AIM OF THE TASK: In the material below, find each line with the string "Vondelstraat" and copy it.
START DATA SHOWN
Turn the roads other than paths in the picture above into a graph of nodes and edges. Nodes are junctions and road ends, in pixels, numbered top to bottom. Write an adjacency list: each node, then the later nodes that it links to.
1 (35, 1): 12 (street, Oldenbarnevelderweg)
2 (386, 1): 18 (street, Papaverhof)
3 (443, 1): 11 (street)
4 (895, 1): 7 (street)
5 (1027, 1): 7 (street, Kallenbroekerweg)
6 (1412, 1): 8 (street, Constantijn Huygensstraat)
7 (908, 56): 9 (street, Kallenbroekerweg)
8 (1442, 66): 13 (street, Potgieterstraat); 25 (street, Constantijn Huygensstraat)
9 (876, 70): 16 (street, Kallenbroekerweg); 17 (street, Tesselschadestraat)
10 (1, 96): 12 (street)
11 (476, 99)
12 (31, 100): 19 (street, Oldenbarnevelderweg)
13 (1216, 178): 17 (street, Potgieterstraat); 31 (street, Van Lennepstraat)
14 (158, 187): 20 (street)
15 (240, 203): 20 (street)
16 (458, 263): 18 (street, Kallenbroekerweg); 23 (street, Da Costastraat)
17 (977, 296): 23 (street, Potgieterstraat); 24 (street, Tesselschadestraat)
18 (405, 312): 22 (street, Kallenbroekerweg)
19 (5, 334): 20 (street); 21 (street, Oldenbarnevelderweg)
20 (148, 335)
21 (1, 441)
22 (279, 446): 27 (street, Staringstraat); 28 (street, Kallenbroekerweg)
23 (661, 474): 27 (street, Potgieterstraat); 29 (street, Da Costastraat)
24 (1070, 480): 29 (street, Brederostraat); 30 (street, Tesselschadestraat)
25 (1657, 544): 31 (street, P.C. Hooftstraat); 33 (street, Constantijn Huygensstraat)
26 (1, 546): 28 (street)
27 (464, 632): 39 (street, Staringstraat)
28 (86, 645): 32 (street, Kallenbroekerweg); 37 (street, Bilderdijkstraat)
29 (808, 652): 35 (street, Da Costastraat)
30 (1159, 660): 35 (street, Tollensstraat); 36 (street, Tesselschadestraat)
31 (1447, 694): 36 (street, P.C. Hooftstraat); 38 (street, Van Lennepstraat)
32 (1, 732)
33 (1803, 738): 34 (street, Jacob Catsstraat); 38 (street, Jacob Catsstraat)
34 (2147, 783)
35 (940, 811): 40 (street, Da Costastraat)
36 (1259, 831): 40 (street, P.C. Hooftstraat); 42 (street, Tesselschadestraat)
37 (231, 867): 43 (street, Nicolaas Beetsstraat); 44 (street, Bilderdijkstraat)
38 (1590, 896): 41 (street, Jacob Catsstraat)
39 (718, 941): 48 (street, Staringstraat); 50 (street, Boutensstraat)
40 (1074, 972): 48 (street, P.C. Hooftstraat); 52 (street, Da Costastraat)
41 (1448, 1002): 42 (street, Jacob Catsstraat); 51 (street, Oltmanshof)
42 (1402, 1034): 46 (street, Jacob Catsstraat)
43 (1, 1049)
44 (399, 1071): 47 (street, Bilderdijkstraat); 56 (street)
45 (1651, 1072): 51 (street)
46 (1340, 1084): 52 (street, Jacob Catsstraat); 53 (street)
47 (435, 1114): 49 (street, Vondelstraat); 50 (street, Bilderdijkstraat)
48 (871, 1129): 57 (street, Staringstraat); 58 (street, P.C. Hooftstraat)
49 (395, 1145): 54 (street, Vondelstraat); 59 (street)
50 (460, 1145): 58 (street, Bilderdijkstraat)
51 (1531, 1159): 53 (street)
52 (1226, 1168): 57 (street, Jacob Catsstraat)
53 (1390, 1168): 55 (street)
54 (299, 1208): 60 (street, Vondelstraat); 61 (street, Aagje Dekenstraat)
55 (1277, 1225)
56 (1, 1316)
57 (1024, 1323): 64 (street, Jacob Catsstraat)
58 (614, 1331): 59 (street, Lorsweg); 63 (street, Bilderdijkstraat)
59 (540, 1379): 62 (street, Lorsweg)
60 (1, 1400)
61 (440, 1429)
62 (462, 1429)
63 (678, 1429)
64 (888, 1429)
END DATA SHOWN
SOLUTION TO THE PROBLEM:
47 (435, 1114): 49 (street, Vondelstraat); 50 (street, Bilderdijkstraat)
49 (395, 1145): 54 (street, Vondelstraat); 59 (street)
54 (299, 1208): 60 (street, Vondelstraat); 61 (street, Aagje Dekenstraat)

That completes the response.